◆ **What to do**
Only the lines with "lane" in them need to be copied from the listing.

◆ **Material provided**
============================================================

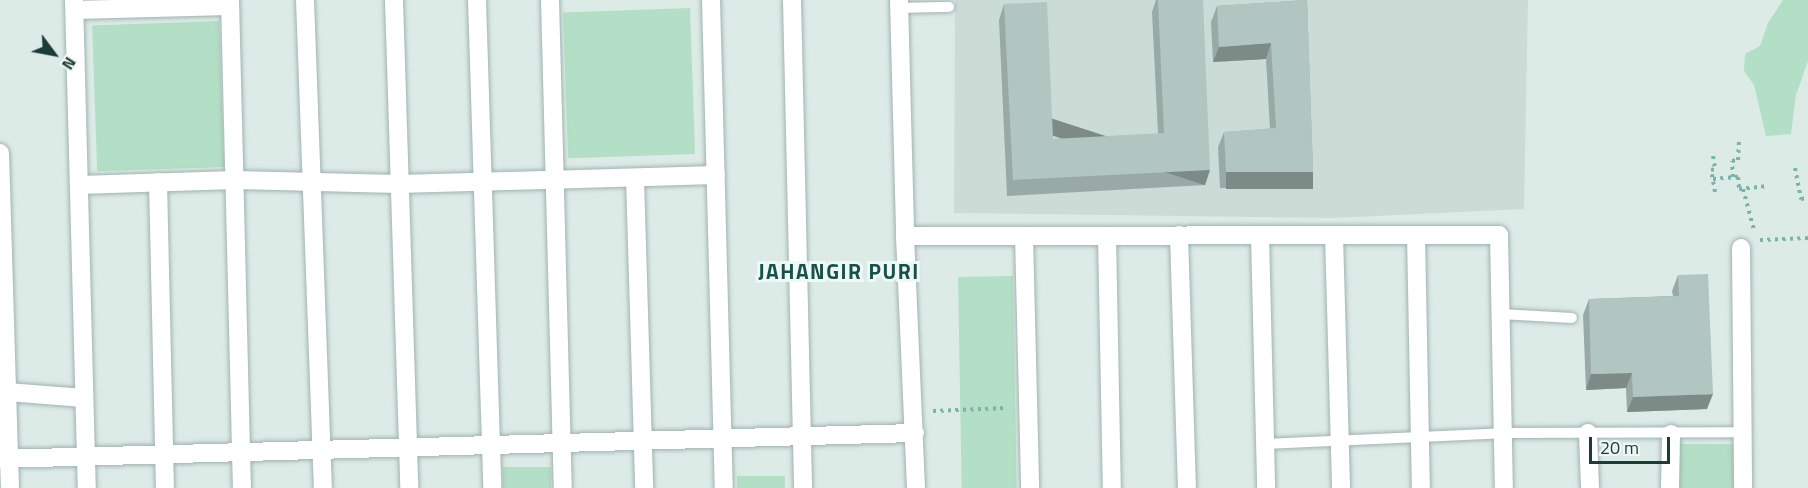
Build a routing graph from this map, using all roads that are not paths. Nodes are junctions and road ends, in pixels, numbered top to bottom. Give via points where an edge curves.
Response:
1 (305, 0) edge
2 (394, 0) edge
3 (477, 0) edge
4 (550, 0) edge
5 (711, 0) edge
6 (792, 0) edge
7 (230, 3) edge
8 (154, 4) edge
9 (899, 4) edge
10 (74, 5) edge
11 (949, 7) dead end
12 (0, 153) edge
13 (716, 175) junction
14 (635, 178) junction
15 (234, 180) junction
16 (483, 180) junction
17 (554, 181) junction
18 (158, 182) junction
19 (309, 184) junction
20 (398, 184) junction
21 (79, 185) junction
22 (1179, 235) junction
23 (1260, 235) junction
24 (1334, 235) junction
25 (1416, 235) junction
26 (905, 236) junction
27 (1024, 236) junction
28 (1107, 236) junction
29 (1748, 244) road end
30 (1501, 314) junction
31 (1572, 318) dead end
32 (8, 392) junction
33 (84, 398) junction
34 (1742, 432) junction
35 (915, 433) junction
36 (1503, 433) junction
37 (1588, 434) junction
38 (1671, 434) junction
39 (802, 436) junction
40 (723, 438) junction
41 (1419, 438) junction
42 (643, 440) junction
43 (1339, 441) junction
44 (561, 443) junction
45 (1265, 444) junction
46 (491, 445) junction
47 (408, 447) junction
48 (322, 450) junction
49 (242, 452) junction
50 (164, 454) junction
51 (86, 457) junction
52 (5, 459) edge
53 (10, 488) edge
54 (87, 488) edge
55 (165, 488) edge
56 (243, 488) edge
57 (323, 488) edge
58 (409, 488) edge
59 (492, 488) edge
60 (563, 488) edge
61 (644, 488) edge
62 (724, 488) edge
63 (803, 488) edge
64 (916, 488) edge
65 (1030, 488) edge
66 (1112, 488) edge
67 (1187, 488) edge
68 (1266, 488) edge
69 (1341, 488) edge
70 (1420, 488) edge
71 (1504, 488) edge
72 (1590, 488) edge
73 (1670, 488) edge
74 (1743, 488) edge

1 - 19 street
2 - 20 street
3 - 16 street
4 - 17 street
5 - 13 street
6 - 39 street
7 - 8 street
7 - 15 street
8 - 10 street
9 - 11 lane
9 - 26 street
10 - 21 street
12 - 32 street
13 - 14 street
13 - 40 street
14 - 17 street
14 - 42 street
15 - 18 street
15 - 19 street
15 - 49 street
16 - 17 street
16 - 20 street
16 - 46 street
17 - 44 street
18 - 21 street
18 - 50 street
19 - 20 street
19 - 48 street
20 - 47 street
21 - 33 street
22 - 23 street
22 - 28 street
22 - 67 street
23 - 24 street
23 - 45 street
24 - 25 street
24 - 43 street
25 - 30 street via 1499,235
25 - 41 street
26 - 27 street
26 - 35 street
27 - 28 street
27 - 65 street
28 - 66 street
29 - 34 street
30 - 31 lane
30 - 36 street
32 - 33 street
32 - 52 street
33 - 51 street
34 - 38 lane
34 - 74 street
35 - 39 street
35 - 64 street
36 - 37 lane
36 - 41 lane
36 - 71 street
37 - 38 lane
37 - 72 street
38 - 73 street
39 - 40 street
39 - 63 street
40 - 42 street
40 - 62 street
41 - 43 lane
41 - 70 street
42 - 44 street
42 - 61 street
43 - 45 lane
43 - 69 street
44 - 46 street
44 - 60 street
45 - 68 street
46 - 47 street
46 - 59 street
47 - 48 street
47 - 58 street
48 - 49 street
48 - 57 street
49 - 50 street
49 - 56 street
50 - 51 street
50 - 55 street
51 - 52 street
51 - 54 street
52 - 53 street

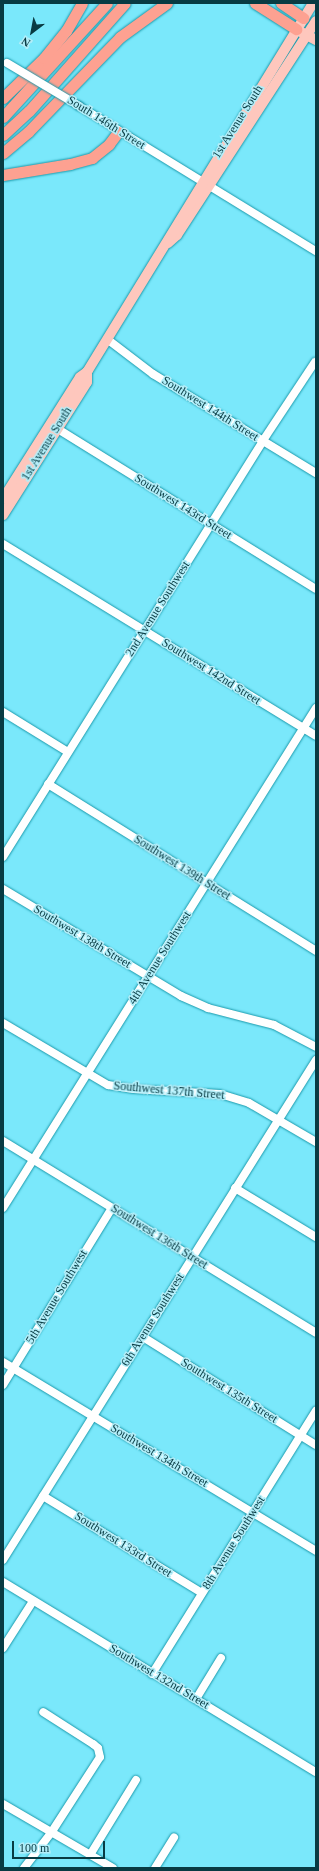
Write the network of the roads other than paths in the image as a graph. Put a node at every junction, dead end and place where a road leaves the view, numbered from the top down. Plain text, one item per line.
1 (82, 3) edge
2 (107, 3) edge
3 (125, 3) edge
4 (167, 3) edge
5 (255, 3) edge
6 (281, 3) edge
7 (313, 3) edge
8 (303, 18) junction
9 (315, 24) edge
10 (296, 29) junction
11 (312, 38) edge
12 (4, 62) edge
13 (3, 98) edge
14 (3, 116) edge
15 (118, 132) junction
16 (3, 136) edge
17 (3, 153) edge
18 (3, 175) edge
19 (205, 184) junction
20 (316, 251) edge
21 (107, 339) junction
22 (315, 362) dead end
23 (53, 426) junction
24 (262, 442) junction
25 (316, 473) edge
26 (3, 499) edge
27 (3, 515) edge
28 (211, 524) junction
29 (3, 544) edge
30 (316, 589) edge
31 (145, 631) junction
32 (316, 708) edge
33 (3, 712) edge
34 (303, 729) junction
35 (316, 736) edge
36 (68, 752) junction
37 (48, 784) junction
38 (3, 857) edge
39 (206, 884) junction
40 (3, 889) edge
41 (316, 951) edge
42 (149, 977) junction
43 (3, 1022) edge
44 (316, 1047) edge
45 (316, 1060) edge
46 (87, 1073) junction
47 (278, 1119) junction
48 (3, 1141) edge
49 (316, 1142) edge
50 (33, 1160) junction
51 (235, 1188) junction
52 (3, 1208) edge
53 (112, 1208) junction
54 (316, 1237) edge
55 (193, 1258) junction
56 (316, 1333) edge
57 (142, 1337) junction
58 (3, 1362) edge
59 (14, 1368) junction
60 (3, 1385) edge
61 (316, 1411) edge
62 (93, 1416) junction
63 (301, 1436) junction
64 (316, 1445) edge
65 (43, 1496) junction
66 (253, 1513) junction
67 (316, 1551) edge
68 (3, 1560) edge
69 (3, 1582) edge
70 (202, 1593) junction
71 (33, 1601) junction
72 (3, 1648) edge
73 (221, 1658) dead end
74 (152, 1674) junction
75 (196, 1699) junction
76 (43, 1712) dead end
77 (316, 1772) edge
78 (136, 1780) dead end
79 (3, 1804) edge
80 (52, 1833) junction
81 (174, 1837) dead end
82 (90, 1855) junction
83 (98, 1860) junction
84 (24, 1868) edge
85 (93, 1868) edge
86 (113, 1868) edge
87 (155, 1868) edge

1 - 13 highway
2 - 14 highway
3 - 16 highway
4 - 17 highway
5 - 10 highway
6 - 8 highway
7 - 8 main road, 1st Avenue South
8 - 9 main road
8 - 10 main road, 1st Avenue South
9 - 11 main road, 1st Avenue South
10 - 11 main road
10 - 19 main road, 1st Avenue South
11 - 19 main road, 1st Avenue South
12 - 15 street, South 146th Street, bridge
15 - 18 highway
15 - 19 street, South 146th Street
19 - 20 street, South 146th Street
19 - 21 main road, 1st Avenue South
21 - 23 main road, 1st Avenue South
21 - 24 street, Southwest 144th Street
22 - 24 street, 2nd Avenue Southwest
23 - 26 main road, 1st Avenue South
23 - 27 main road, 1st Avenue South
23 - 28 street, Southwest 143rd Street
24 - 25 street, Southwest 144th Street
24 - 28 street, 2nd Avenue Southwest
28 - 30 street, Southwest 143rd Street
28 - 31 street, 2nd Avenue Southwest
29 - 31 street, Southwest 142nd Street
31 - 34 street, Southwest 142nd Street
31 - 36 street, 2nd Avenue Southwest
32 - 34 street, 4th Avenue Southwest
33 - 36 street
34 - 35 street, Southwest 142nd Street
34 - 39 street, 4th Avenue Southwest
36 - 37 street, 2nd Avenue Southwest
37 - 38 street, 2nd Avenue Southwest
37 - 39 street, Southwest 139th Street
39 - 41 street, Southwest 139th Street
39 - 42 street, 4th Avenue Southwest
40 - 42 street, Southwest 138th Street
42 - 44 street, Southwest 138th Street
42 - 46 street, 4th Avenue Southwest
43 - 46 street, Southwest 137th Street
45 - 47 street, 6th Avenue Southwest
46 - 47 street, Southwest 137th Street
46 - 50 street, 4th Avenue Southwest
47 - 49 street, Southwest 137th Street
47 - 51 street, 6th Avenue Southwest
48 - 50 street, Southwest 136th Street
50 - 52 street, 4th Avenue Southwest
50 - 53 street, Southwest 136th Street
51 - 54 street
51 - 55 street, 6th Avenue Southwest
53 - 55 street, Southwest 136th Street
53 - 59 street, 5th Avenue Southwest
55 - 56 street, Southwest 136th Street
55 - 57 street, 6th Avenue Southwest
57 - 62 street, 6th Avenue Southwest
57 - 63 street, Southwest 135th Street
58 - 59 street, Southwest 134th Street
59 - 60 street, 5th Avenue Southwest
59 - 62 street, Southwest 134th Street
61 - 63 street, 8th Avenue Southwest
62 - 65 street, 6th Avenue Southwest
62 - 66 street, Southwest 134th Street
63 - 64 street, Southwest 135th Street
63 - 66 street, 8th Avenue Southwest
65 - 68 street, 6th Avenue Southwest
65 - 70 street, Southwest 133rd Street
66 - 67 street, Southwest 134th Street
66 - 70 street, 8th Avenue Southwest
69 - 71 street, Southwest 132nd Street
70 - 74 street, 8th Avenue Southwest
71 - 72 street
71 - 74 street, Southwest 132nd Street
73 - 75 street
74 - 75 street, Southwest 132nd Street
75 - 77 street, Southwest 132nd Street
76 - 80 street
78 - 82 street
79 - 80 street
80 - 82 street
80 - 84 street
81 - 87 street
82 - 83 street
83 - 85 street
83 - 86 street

============================================================

◆ **Your response**
9 - 11 lane
30 - 31 lane
34 - 38 lane
36 - 37 lane
36 - 41 lane
37 - 38 lane
41 - 43 lane
43 - 45 lane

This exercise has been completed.